XGBClassifier(base_score=0.5, booster='gbtree', colsample_bylevel=0.5,
colsample_bynode=1, colsample_bytree=0.30140958911801474,
eval_metric='logloss', gamma=0.1203484640861413, gpu_id=-1,
importance_type='gain', interaction_constraints='',
learning_rate=0.1, max_bin=368, max_delta_step=0, max_depth=6,
min_child_weight=1, missing=nan, monotone_constraints='()',
n_estimators=100, n_jobs=6, num_parallel_tree=1, random_state=42,
reg_alpha=0, reg_lambda=1, scale_pos_weight=1,
single_precision_histogram=True, subsample=0.976171515775659,
tree_method='gpu_hist', use_label_encoder=False,
validate_parameters=1, verbosity=None)
I load the object using:
clf_model = joblib.load(model_path)
I want to use the object to predict on some data I am using Azure environment which also has xgboost=1.5.2. but it gives error:
File "score.py", line 78, in score_execution
[stderr] clf_preds = clf_model.predict(clf_data_transformed)

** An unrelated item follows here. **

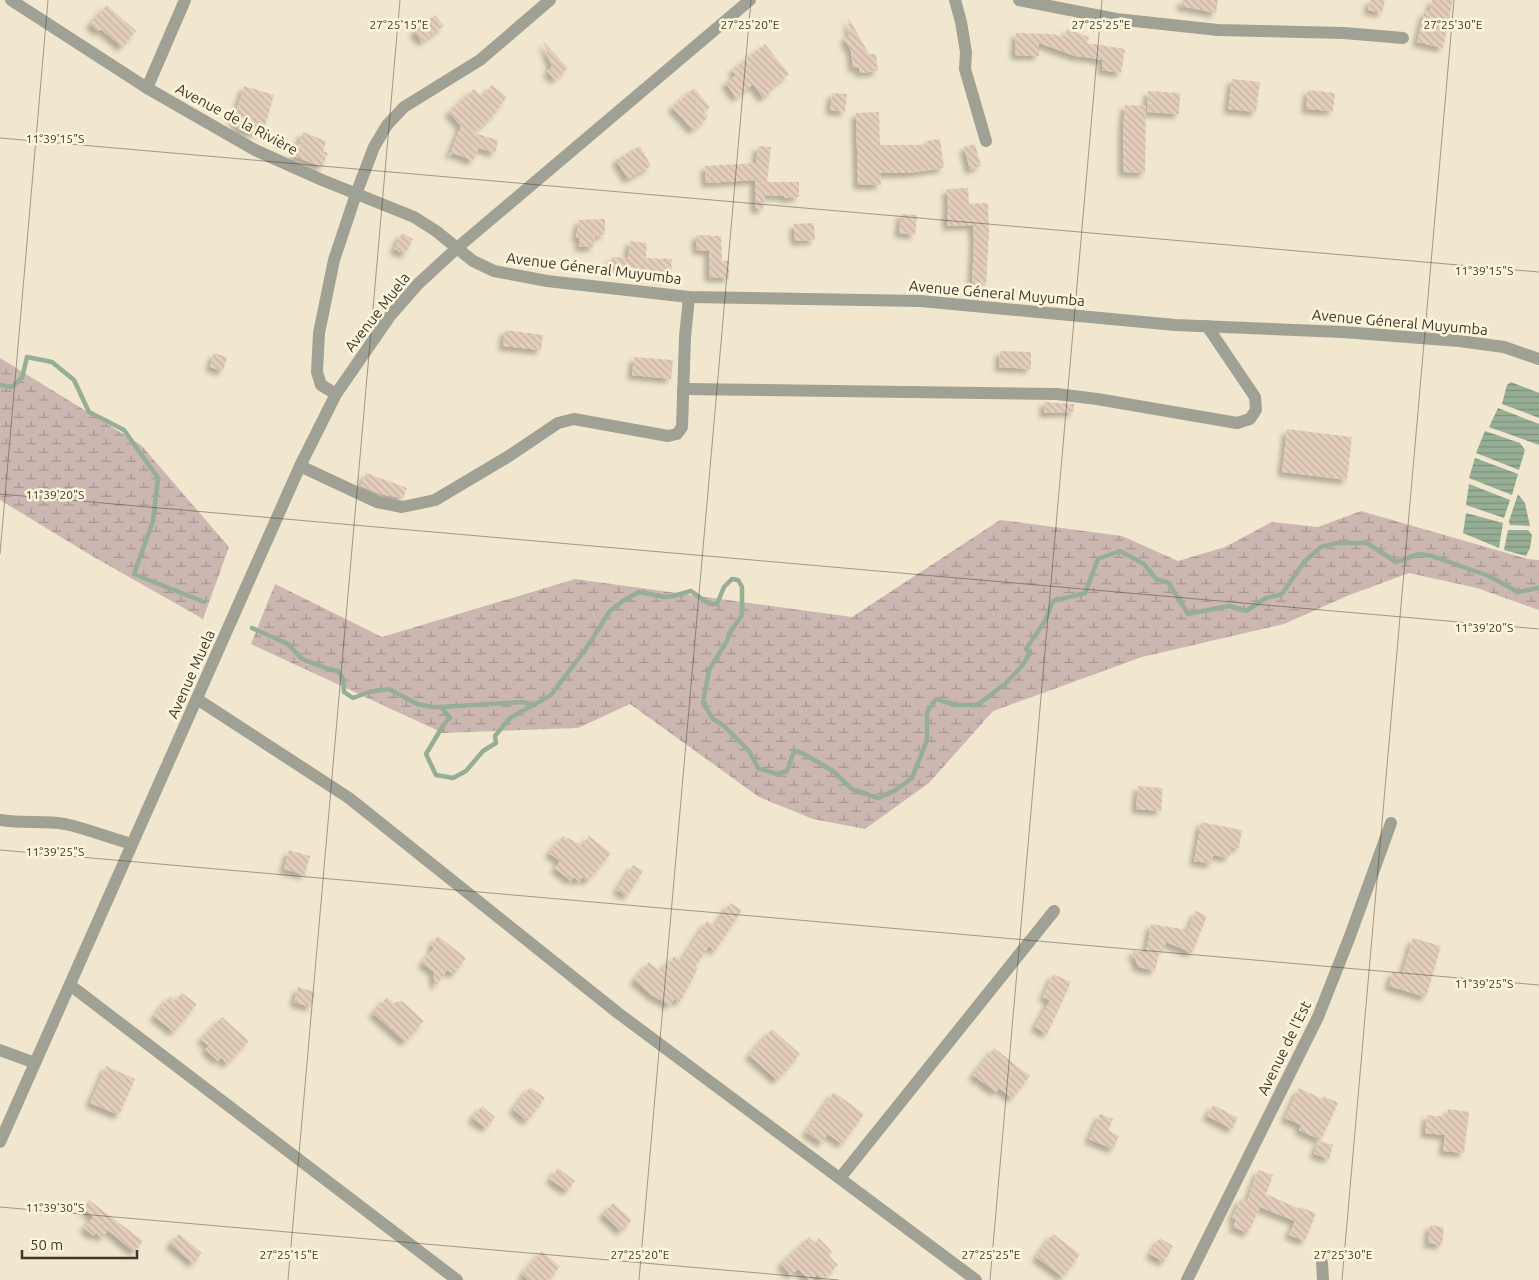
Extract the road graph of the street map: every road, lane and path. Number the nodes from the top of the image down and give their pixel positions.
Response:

[stderr] File "/opt/miniconda/lib/python3.8/site-packages/xgboost/sklearn.py", line 1284, in predict
[stderr] class_probs = super().predict(
[stderr] File "/opt/miniconda/lib/python3.8/site-packages/xgboost/sklearn.py", line 879, in predict
[stderr] if self._can_use_inplace_predict():
[stderr] File "/opt/miniconda/lib/python3.8/site-packages/xgboost/sklearn.py", line 811, in _can_use_inplace_predict
[stderr] predictor = self.get_params().get("predictor", None)
[stderr] File "/opt/miniconda/lib/python3.8/site-packages/xgboost/sklearn.py", line 505, in get_params
[stderr] params.update(cp.__class__.get_params(cp, deep))

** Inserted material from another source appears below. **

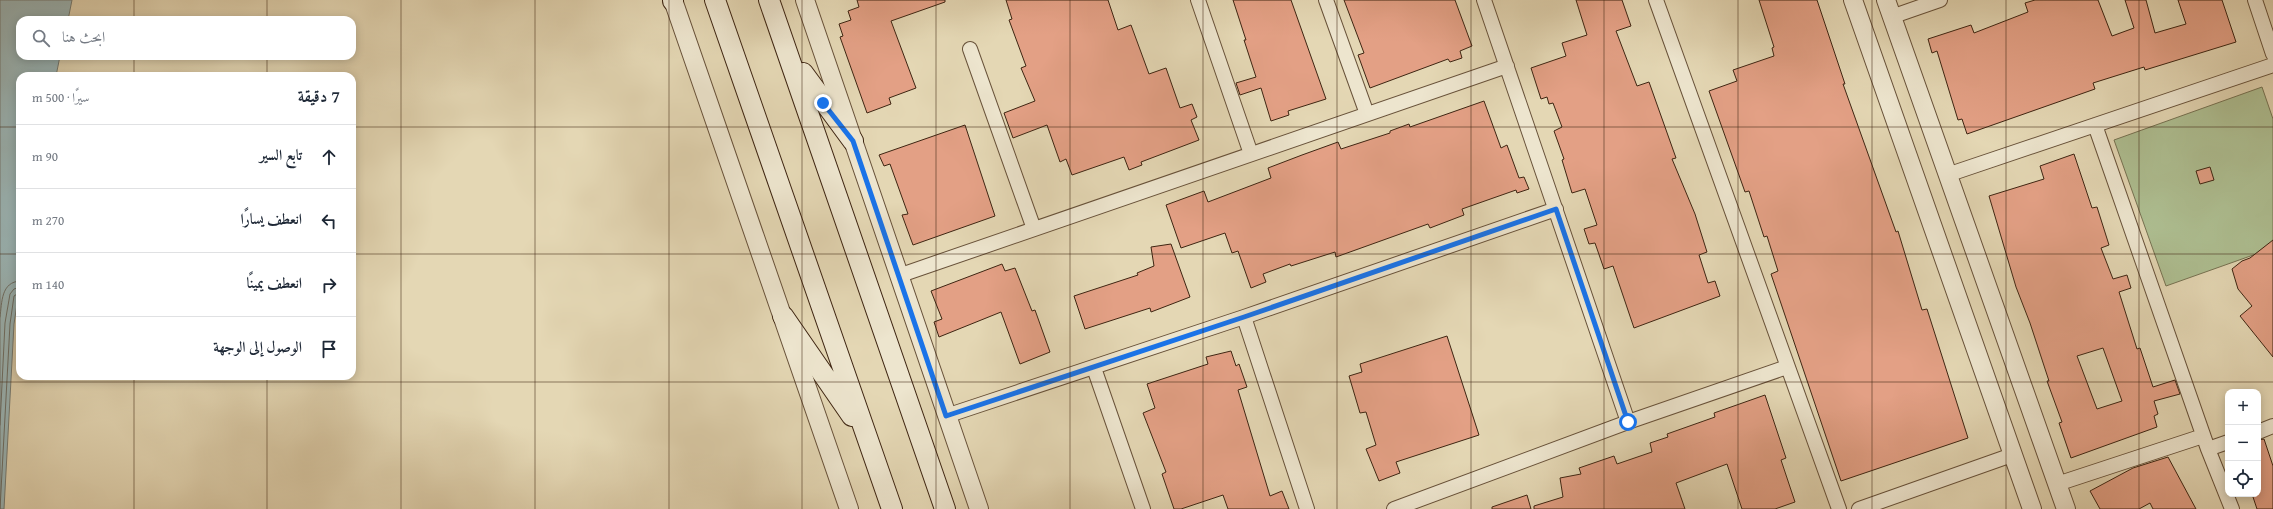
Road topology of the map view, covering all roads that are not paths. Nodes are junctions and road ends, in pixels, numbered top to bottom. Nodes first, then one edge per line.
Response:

[stderr] File "/opt/miniconda/lib/python3.8/site-packages/xgboost/sklearn.py", line 502, in get_params
[stderr] params = super().get_params(deep)
[stderr] File "/opt/miniconda/lib/python3.8/site-packages/sklearn/base.py", line 210, in get_params
[stderr] value = getattr(self, key)
[stderr]AttributeError: 'XGBModel' object has no attribute 'enable_categorical'
We have same version in pipelines that produce/serialize the model and in the pipeline that deserialize the model to predict on new data.

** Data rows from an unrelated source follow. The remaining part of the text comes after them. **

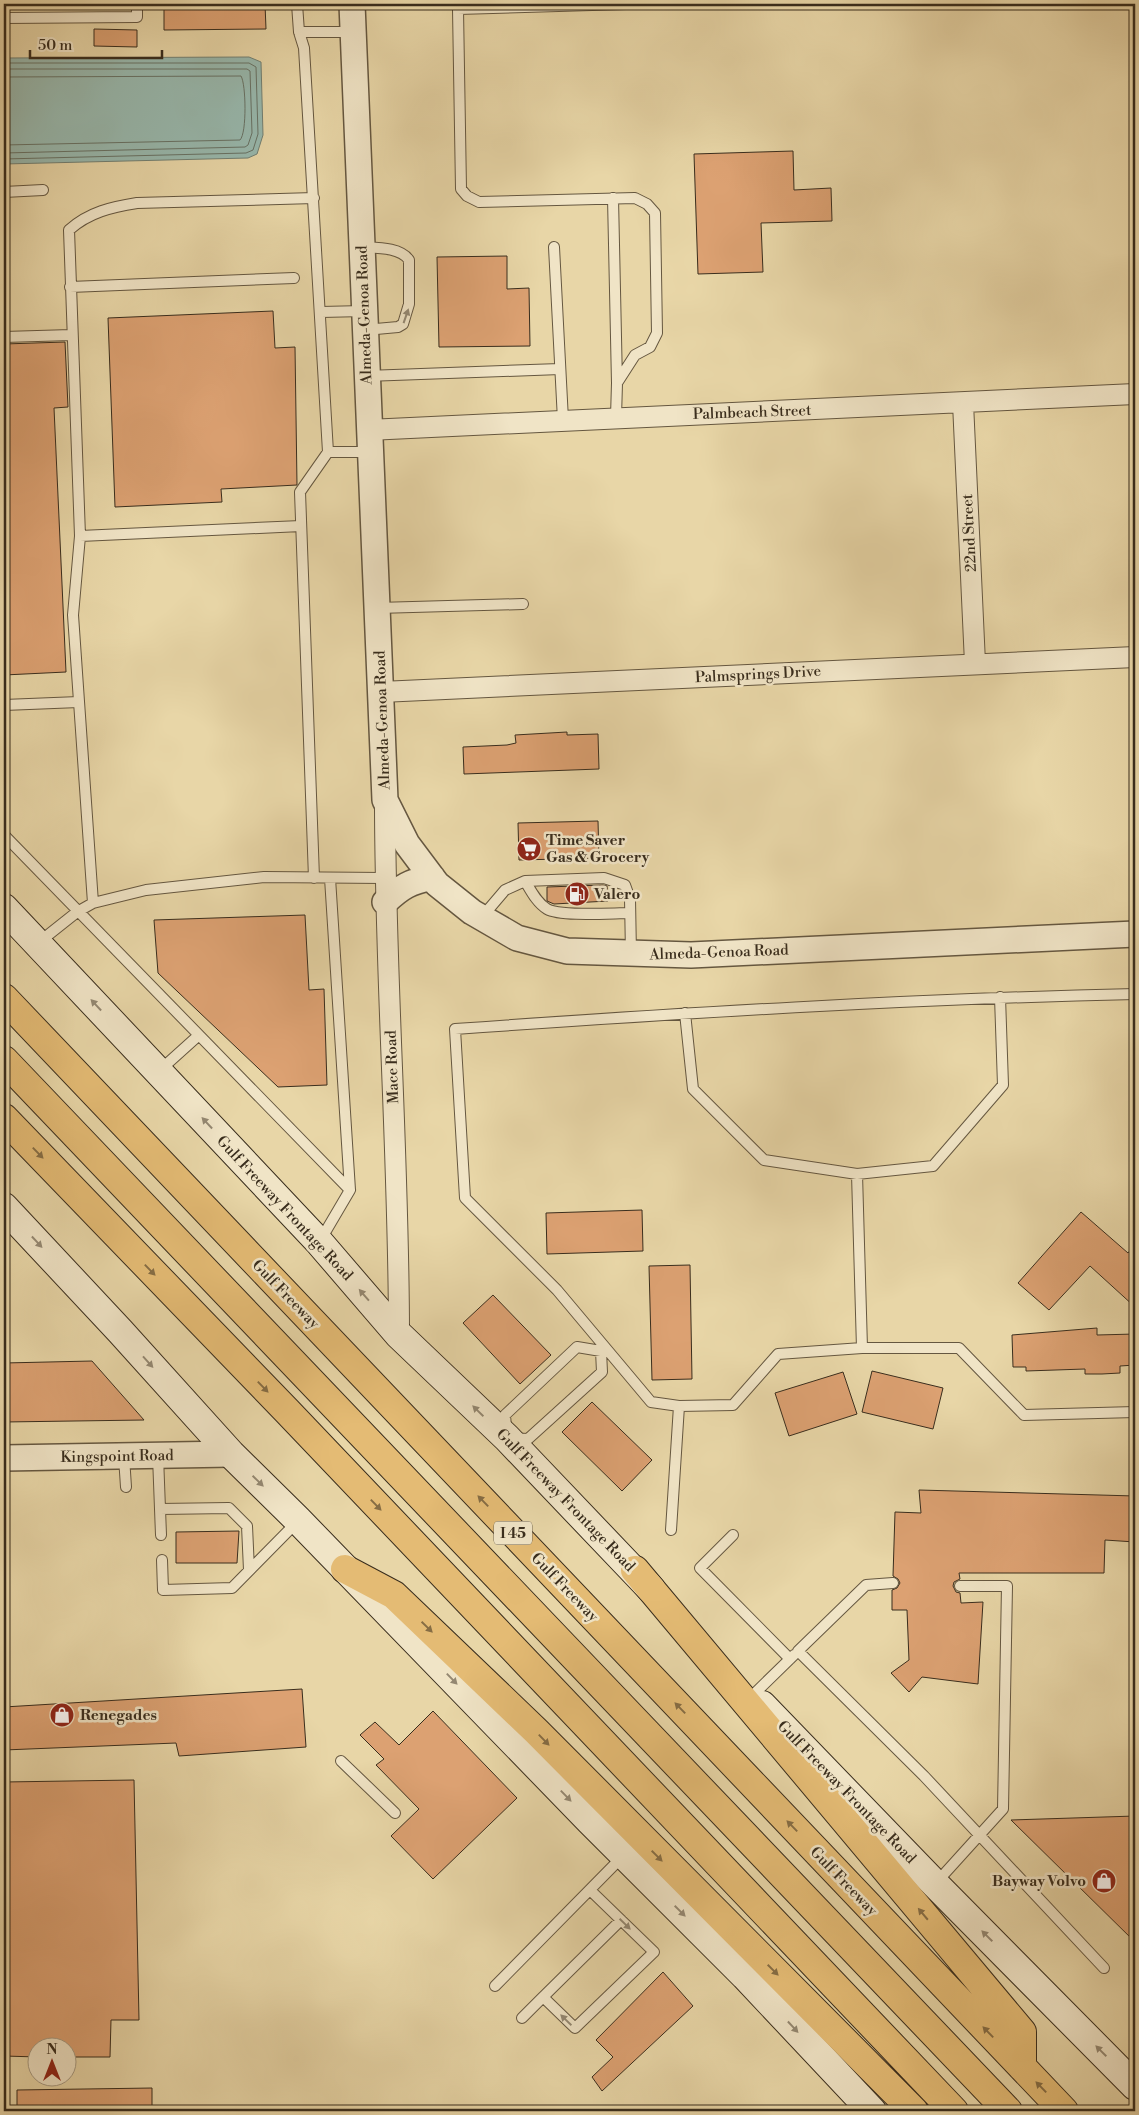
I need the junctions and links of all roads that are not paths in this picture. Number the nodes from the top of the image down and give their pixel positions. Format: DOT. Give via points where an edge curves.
graph roads {
  1 [pos="137,4"];
  2 [pos="298,4"];
  3 [pos="352,4"];
  4 [pos="626,4"];
  5 [pos="458,6"];
  6 [pos="4,18"];
  7 [pos="299,32"];
  8 [pos="353,32"];
  9 [pos="43,190"];
  10 [pos="4,192"];
  11 [pos="314,198"];
  12 [pos="613,198"];
  13 [pos="361,247"];
  14 [pos="554,247"];
  15 [pos="294,278"];
  16 [pos="70,287"];
  17 [pos="321,312"];
  18 [pos="364,320"];
  19 [pos="71,335"];
  20 [pos="4,338"];
  21 [pos="560,369"];
  22 [pos="366,376"];
  23 [pos="617,383"];
  24 [pos="1135,394"];
  25 [pos="963,403"];
  26 [pos="616,417"];
  27 [pos="563,420"];
  28 [pos="369,441"];
  29 [pos="328,452"];
  30 [pos="301,526"];
  31 [pos="80,536"];
  32 [pos="524,604"];
  33 [pos="377,608"];
  34 [pos="1135,657"];
  35 [pos="975,663"];
  36 [pos="381,692"];
  37 [pos="79,702"];
  38 [pos="4,706"];
  39 [pos="385,800"];
  40 [pos="4,835"];
  41 [pos="432,877"];
  42 [pos="314,878"];
  43 [pos="330,878"];
  44 [pos="525,881"];
  45 [pos="385,890"];
  46 [pos="93,903"];
  47 [pos="4,908"];
  48 [pos="77,912"];
  49 [pos="630,913"];
  50 [pos="481,918"];
  51 [pos="1135,934"];
  52 [pos="38,943"];
  53 [pos="631,954"];
  54 [pos="1135,994"];
  55 [pos="1000,997"];
  56 [pos="4,998"];
  57 [pos="685,1013"];
  58 [pos="199,1035"];
  59 [pos="4,1060"];
  60 [pos="159,1072"];
  61 [pos="4,1118"];
  62 [pos="857,1174"];
  63 [pos="350,1190"];
  64 [pos="4,1207"];
  65 [pos="319,1242"];
  66 [pos="399,1335"];
  67 [pos="862,1348"];
  68 [pos="603,1349"];
  69 [pos="679,1406"];
  70 [pos="1135,1412"];
  71 [pos="507,1438"];
  72 [pos="231,1454"];
  73 [pos="158,1456"];
  74 [pos="124,1457"];
  75 [pos="4,1458"];
  76 [pos="126,1488"];
  77 [pos="160,1510"];
  78 [pos="298,1520"];
  79 [pos="671,1530"];
  80 [pos="161,1535"];
  81 [pos="733,1535"];
  82 [pos="162,1560"];
  83 [pos="345,1569"];
  84 [pos="249,1570"];
  85 [pos="635,1570"];
  86 [pos="893,1583"];
  87 [pos="960,1586"];
  88 [pos="798,1651"];
  89 [pos="790,1659"];
  90 [pos="753,1695"];
  91 [pos="341,1761"];
  92 [pos="395,1813"];
  93 [pos="980,1837"];
  94 [pos="624,1856"];
  95 [pos="935,1884"];
  96 [pos="590,1890"];
  97 [pos="621,1920"];
  98 [pos="1104,1968"];
  99 [pos="495,1986"];
  100 [pos="543,1997"];
  101 [pos="522,2018"];
  102 [pos="1022,2067"];
  103 [pos="1133,2078"];
  104 [pos="872,2111"];
  105 [pos="914,2111"];
  106 [pos="954,2111"];
  107 [pos="1008,2111"];
  108 [pos="1064,2111"];
  1 -- 6 [label="lane" via="137,17"];
  2 -- 7 [label="lane"];
  3 -- 8 [label="street, Almeda-Genoa Road"];
  4 -- 5 [label="lane"];
  5 -- 12 [label="lane" via="461,189 479,202"];
  7 -- 8 [label="lane"];
  7 -- 11 [label="lane" via="304,48"];
  8 -- 13 [label="street, Almeda-Genoa Road"];
  9 -- 10 [label="lane"];
  11 -- 16 [label="lane" via="137,203 111,207 92,214 69,230"];
  11 -- 17 [label="lane"];
  12 -- 23 [label="lane"];
  12 -- 23 [label="lane" via="636,198 655,213 658,333 650,346 635,355"];
  13 -- 18 [label="street, Almeda-Genoa Road"];
  18 -- 13 [label="lane, one-way" via="398,328 403,324 410,304 409,260 399,252"];
  14 -- 21 [label="lane"];
  15 -- 16 [label="lane"];
  16 -- 19 [label="lane"];
  17 -- 18 [label="lane"];
  17 -- 29 [label="lane"];
  18 -- 22 [label="street, Almeda-Genoa Road"];
  19 -- 20 [label="lane"];
  19 -- 31 [label="lane"];
  21 -- 22 [label="lane"];
  21 -- 27 [label="lane"];
  22 -- 28 [label="street, Almeda-Genoa Road"];
  23 -- 26 [label="lane"];
  24 -- 25 [label="street, Palmbeach Street"];
  25 -- 26 [label="street, Palmbeach Street"];
  25 -- 35 [label="street, 22nd Street"];
  26 -- 27 [label="street, Palmbeach Street"];
  27 -- 28 [label="street, Palmbeach Street"];
  28 -- 29 [label="lane"];
  28 -- 33 [label="street, Almeda-Genoa Road"];
  29 -- 30 [label="lane" via="300,492"];
  30 -- 31 [label="lane"];
  30 -- 42 [label="lane"];
  31 -- 37 [label="lane" via="73,615"];
  32 -- 33 [label="lane"];
  33 -- 36 [label="street, Almeda-Genoa Road"];
  34 -- 35 [label="street, Palmsprings Drive"];
  35 -- 36 [label="street, Palmsprings Drive"];
  36 -- 39 [label="street, Almeda-Genoa Road"];
  37 -- 38 [label="lane"];
  37 -- 46 [label="lane"];
  39 -- 41 [label="street, Almeda-Genoa Road" via="407,844"];
  39 -- 45 [label="street, Mace Road"];
  40 -- 48 [label="lane"];
  41 -- 45 [label="street"];
  41 -- 50 [label="street, Almeda-Genoa Road"];
  42 -- 43 [label="lane"];
  42 -- 46 [label="lane" via="214,881 146,890"];
  43 -- 45 [label="lane"];
  43 -- 63 [label="lane"];
  44 -- 49 [label="lane" via="548,910"];
  44 -- 49 [label="lane" via="604,878 625,885"];
  44 -- 50 [label="lane" via="505,890"];
  45 -- 66 [label="street, Mace Road" via="399,1246"];
  46 -- 48 [label="lane"];
  47 -- 52 [label="main road, Gulf Freeway Frontage Road"];
  48 -- 52 [label="lane"];
  48 -- 58 [label="lane"];
  49 -- 53 [label="lane"];
  50 -- 53 [label="street, Almeda-Genoa Road" via="517,938 567,951"];
  51 -- 53 [label="street, Almeda-Genoa Road" via="691,955"];
  60 -- 52 [label="main road, Gulf Freeway Frontage Road, one-way"];
  54 -- 55 [label="lane"];
  55 -- 57 [label="lane"];
  55 -- 62 [label="lane" via="1003,1085 933,1166"];
  102 -- 56 [label="highway, Gulf Freeway / I 45, one-way"];
  57 -- 62 [label="lane" via="693,1089 764,1160"];
  57 -- 68 [label="lane" via="455,1029 464,1198 556,1290"];
  58 -- 60 [label="lane"];
  58 -- 63 [label="lane"];
  59 -- 107 [label="highway, I 45"];
  65 -- 60 [label="main road, Gulf Freeway Frontage Road, one-way"];
  61 -- 106 [label="highway, one-way"];
  62 -- 67 [label="lane"];
  63 -- 65 [label="lane"];
  64 -- 72 [label="main road, one-way"];
  66 -- 65 [label="main road, Gulf Freeway Frontage Road, one-way"];
  71 -- 66 [label="main road, Gulf Freeway Frontage Road, one-way"];
  67 -- 69 [label="lane" via="778,1354 733,1405"];
  67 -- 70 [label="lane" via="958,1348 1024,1415"];
  68 -- 69 [label="lane" via="651,1402"];
  68 -- 71 [label="lane" via="602,1372 528,1439"];
  68 -- 71 [label="lane" via="577,1347 541,1380 505,1415"];
  69 -- 79 [label="lane"];
  71 -- 85 [label="main road, Gulf Freeway Frontage Road"];
  72 -- 73 [label="street, Kingspoint Road"];
  72 -- 78 [label="main road, one-way"];
  73 -- 74 [label="street, Kingspoint Road"];
  73 -- 77 [label="lane"];
  74 -- 75 [label="street, Kingspoint Road"];
  74 -- 76 [label="lane"];
  77 -- 80 [label="lane"];
  77 -- 84 [label="lane" via="229,1508 247,1526"];
  78 -- 83 [label="main road"];
  78 -- 84 [label="lane"];
  81 -- 89 [label="lane" via="700,1568"];
  82 -- 84 [label="lane" via="163,1590 232,1588"];
  83 -- 94 [label="main road, one-way"];
  83 -- 105 [label="highway, one-way" via="394,1594"];
  85 -- 90 [label="main road, Gulf Freeway Frontage Road"];
  102 -- 85 [label="highway, one-way" via="1022,2032"];
  86 -- 88 [label="lane" via="866,1585"];
  87 -- 93 [label="lane" via="1007,1586 1003,1810"];
  88 -- 89 [label="lane"];
  88 -- 93 [label="lane" via="924,1776"];
  89 -- 90 [label="lane"];
  90 -- 95 [label="main road, Gulf Freeway Frontage Road"];
  91 -- 92 [label="lane"];
  93 -- 95 [label="lane"];
  93 -- 98 [label="lane"];
  94 -- 96 [label="lane"];
  94 -- 104 [label="main road, one-way" via="745,1976"];
  103 -- 95 [label="main road, Gulf Freeway Frontage Road, one-way"];
  96 -- 97 [label="lane"];
  96 -- 99 [label="lane"];
  97 -- 100 [label="lane"];
  97 -- 100 [label="lane, one-way" via="654,1952 575,2028"];
  100 -- 101 [label="lane"];
  108 -- 102 [label="highway, Gulf Freeway / I 45, one-way"];
}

CodePudding user response:
Here are some possible solutions :
- Save the model in some other way, e.g. the JSON specified here https://xgboost.readthedocs.io/en/latest/tutorials/saving_model.html
- Limit the allowed range of xgboost versions to those that are known to work with our model. This could lead to issues in the future, for example if the aging version of xgboost we require is no longer supported by newer versions of Python.
- Using
save_model
to save in JSON is worth a shot to try.